Guben

Stadt und Stadtkreis im Königreich Preußen, Provinz Brandenburg, Regierungsbezirk Frankfurt

Guben 36.666 Einwohner – 1905 = 106. Platz der größten Städte des Deutschen Reichs.

Guben, Neissedamm
Guben, Neissedamm

 

Guben

Guben ist eine Stadt und Stadtkreis im Königreich Preußen, Provinz Brandenburg, Regierungsbezirk Frankfurt, am Einfluss der Lubis in die Lausitzer Neiße, die von hier an schiffbar ist.

Die Stadt ist Knotenpunkt der Staatsbahnlinien Fürstenwalde-Sommerfeld, Benschen-Cottbus und Forst-Guben. Guben besitzt 3 evangelische und 1 katholische Kirche, eine Synagoge, einen Zwei-Kaiserbrunnen, Hut- und Tuchfabriken, Wollspinnereien, Goldleisten-, Pappen-, Papier-, Maschinen-, Preßhefen- und Spiritusfabriken, Dampfmahl- u. Sägemühlen, Obstweinkellerei und Braunkohlengruben. Im Jahr 1900 leben hier 33.122 Einwohner, der Großteil sind Evangelische, 1354 sind Katholiken und 205 Juden. Guben besitzt ein Gymnasium mit Realschule, Taubstummenanstalt, 2 Fachschulen, Rettungshaus, Idiotenanstalt etc., Museum und Theater.

Guben ist Sitz eines Landgerichts, eines Landratsamtes (für den Landkreis Guben) und einer Nebenstelle der Reichsbank. Der Magistrat zählt 11, die Stadtverordnetenversammlung 36 Mitglieder. Nordöstlich von der Stadt liegen die 114 Meter hohen Weinberge mit Obst- und Weinanlagen.

Zum Landgerichtsbezirk Guben gehören die zehn Amtsgerichte zu: Forst, Fürstenberg, Guben, Krossen, Pförten, Schwiebus, Sommerfeld, Sorau, Triebel und Züllichau. Guben wird erstmalig 1207 erwähnt und erhielt 1235 Stadtrecht. 1304 kam es von den Wettinern an Brandenburg und 1368 an Böhmen. Auf einem Landtag wurde hier am 28. Mai 1374 die Vereinigung der Mark Brandenburg mit Böhmen, Schlesien und der Lausitz ausgesprochen. Am 5. Juni 1462 fand hier der Friedensschluss zwischen dem Kurfürsten Friedrich II. von Brandenburg und dem König Georg Podiebrad von Böhmen statt, in dem letzterer allen Ansprüchen auf die Lausitz entsagte.

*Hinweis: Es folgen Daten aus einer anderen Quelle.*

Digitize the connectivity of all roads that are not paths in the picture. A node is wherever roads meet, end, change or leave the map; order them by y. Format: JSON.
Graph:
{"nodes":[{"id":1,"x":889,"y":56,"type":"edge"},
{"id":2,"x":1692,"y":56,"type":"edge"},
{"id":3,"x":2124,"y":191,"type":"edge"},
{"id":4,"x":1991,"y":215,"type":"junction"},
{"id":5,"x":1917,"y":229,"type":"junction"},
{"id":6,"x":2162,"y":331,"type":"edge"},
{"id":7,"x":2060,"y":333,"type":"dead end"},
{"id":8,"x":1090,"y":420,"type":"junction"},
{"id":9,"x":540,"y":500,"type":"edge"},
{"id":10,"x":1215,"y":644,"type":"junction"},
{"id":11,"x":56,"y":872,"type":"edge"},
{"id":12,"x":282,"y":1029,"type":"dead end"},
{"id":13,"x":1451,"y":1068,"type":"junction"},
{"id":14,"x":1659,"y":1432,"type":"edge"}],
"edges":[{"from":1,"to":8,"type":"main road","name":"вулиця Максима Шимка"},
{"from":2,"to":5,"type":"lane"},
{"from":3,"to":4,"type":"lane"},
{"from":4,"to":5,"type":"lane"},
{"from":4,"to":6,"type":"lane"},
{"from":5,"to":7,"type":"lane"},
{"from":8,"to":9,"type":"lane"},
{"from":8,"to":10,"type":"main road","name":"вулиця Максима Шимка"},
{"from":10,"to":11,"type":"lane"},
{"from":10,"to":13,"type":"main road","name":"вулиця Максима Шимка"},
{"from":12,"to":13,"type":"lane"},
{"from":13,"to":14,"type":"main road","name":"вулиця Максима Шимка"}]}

1631 und wieder 1642 wurde Guben von den Schweden besetzt, 1645 von ihnen vergeblich angegriffen. Seit 1635 gehörte die Stadt infolge des Prager Separatfriedens zu Kursachsen, fiel aber mit der ganzen Niederlausitz 1815 an das Königreich Preußen.

Bei der Eroberung der Stadt durch die Rote Armee Anfang 1945 wurden 90 Prozent des historischen Stadtzentrums mit seinen alten, teils barocken Bürgerhäusern, seinen Geschäftsbauten, dem Renaissance-Rathaus und der spätgotischen Stadt-und Hauptkirche zerstört. Aufgrund der im Potsdamer Abkommen festgelegten Oder-Neiße-Grenze wurde die Stadt 1945 geteilt und der östlich der Neiße gelegene Teil einschließlich des historischen Zentrums polnisch. Alle Einwohner östlich der Oder wurden vertrieben. Die Polen nennen diesen Teil Gubens nun Gubin.